EDIT: I think I have cracked it, here
(Non bijective here means we may have arguments of type const char or char* both mapping to const std::string&.)*
NOTE: I've been working at this and asking similar questions for a few days now. Nevertheless, I will present a summary from scratch, as it may make the question a decent resource.
I have a C function pointer:
R_c (*CFunc)( void* self, A1, A2, ..., Ak )
CFunc slot = nullptr;
And an associated C++ method:
class Base {
R_cxx f_cxx( X1, X2, ..., Xk );
}
I need to create a mechanism that forwards.
The C Library is going to invoke say x = slot(&someobject, 1, "two")
, and my task is to create a slot
function that will trampoline to:
slot( void* self, A1 a1, A2 a2 ) {
R_cxx ret = ((Base*)self)->f_cxx( toCxx<A1>(a1), toCXX<A2>(a2) );
return toC<R_cxx>(ret);
}
The problem is I have close to 100 different slots, spanning maybe 20 different signatures. So I need to automate this.

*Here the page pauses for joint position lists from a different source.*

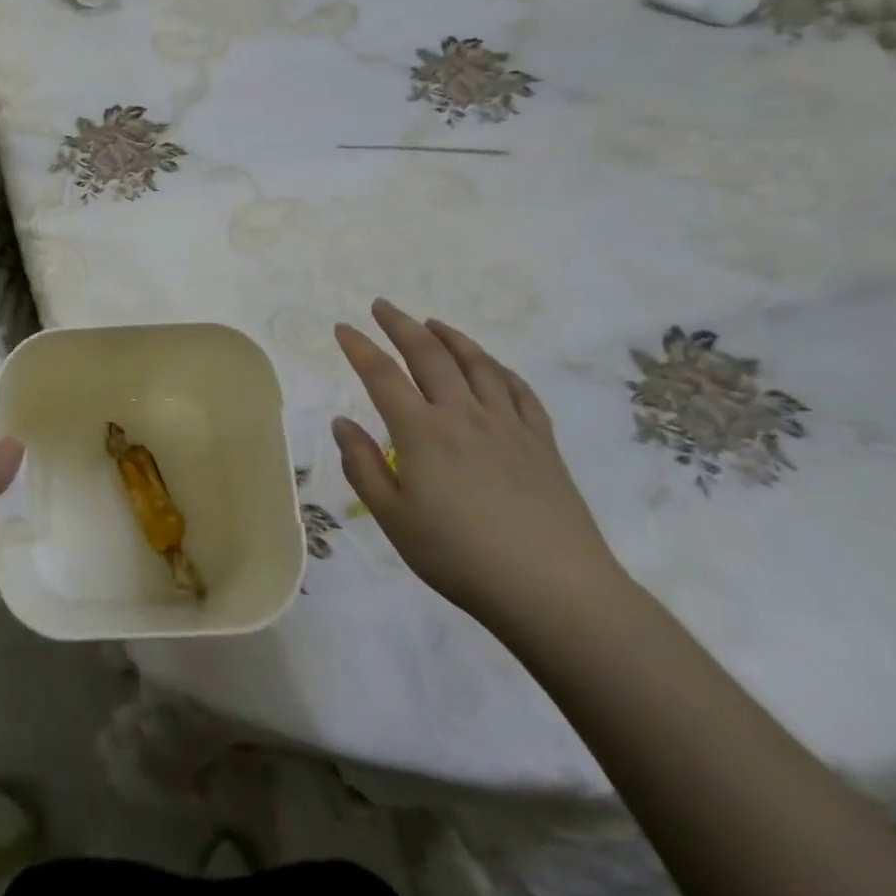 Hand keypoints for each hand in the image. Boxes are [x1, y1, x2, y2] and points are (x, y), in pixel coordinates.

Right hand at [332, 299, 623, 632]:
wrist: (554, 590)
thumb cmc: (460, 557)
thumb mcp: (394, 519)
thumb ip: (363, 466)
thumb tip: (341, 422)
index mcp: (421, 432)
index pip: (382, 375)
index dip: (359, 347)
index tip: (342, 328)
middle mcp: (463, 414)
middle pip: (428, 354)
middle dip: (400, 325)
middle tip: (382, 306)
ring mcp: (507, 423)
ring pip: (476, 363)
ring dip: (449, 336)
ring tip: (432, 323)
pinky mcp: (541, 440)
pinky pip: (518, 389)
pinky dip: (497, 367)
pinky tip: (490, 365) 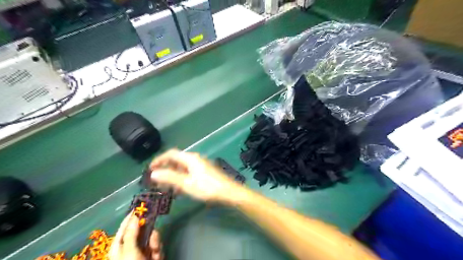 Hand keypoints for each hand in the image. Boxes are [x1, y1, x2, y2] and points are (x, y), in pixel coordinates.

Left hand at [110, 213, 163, 259]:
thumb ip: (132, 232)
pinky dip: (158, 251)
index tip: (141, 205)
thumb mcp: (129, 250)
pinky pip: (157, 245)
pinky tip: (156, 257)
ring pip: (152, 236)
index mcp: (119, 246)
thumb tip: (135, 214)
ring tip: (155, 251)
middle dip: (149, 232)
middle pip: (142, 230)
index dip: (132, 216)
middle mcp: (130, 247)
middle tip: (152, 235)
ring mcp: (141, 251)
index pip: (125, 226)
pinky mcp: (151, 254)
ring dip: (155, 243)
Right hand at [151, 150, 245, 202]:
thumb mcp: (186, 183)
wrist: (228, 192)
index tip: (150, 169)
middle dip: (165, 168)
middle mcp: (195, 159)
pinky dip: (181, 179)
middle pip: (177, 160)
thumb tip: (153, 173)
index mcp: (190, 158)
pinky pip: (189, 173)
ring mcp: (201, 165)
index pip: (171, 154)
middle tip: (156, 179)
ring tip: (165, 187)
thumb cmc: (207, 187)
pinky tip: (179, 189)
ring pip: (183, 168)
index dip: (159, 159)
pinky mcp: (205, 172)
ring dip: (173, 175)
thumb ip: (170, 178) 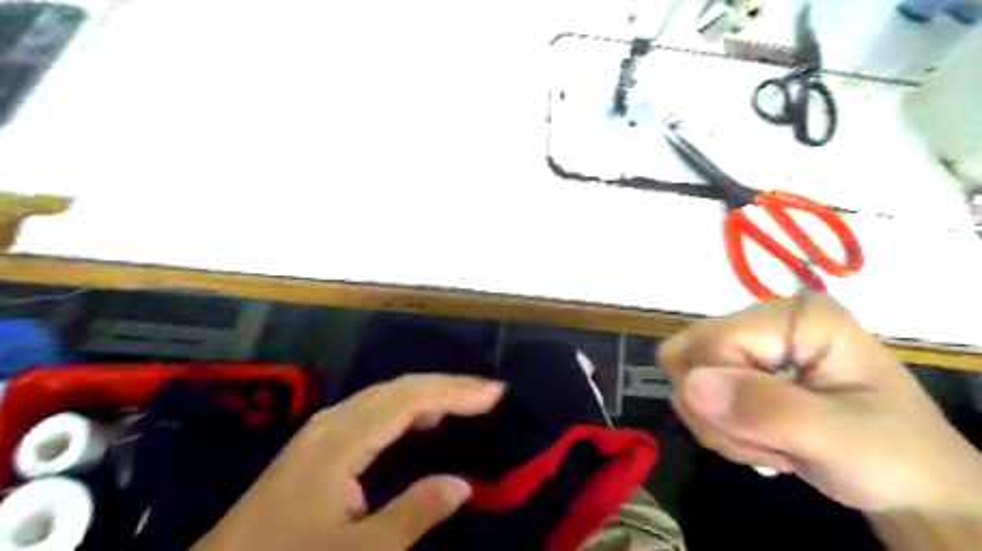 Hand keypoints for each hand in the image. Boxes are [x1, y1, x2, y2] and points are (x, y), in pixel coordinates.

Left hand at [191, 374, 506, 550]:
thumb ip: (414, 515)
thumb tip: (462, 484)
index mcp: (342, 439)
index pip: (410, 399)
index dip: (455, 392)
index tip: (495, 393)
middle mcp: (333, 422)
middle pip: (399, 388)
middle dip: (447, 385)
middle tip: (488, 392)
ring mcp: (322, 431)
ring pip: (385, 396)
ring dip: (428, 393)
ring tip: (465, 401)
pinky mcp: (318, 446)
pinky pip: (373, 411)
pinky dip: (406, 408)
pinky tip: (420, 420)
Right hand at [655, 294, 980, 514]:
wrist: (912, 487)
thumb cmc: (893, 456)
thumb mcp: (840, 437)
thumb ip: (765, 408)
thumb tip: (688, 385)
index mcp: (797, 317)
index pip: (712, 341)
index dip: (720, 392)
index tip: (760, 434)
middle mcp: (765, 320)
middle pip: (689, 355)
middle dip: (715, 410)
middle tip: (761, 442)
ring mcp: (751, 344)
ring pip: (686, 377)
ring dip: (718, 424)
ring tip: (768, 444)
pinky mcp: (743, 367)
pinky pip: (696, 392)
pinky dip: (719, 426)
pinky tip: (758, 439)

I would start with a template containing a static function:
template< typename F_c, typename F_Cxx >
struct Generator {
static Bla call( etc ) {...}
};
#define BIND_SLOT( F_c, F_Cxx ) &Generator<F_c,F_Cxx>::call
:
BIND_SLOT( table->slot35, Base::handler_35 );
Of course, that is semi-pseudocode. Actually the syntax is much more complicated, as you need to pass decltype(foofunc), foofunc
into a template -- just foofunc
alone is not sufficient (although there is some chance this will be fixed in C++17). Also an intermediate template layer is necessary for splitting a function signature into returntype, C++base and args. And a toCXX(T t) function would need to be overloaded to map all necessary A_k to X_k.
I thought I had this cracked yesterday thanks to this answer.
The solution was to construct the C function signature from f_cxx's signature. However I have since realised that this approach won't work for one annoying reason: Two different C-types map onto the same C++ type.
i.e. The slot-function may have a signature involving const char*
and char*
. But both of these get mapped onto 'const std::string&'. So that technique would fail the moment it comes across 'const std::string&' --it doesn't know whether to convert back to char*
or const char*
.
Hence I'm attempting to rewrite it, this time using the signature of the slot function, instead of the cxx member function.
However, this is extremely complex code, and I'm struggling.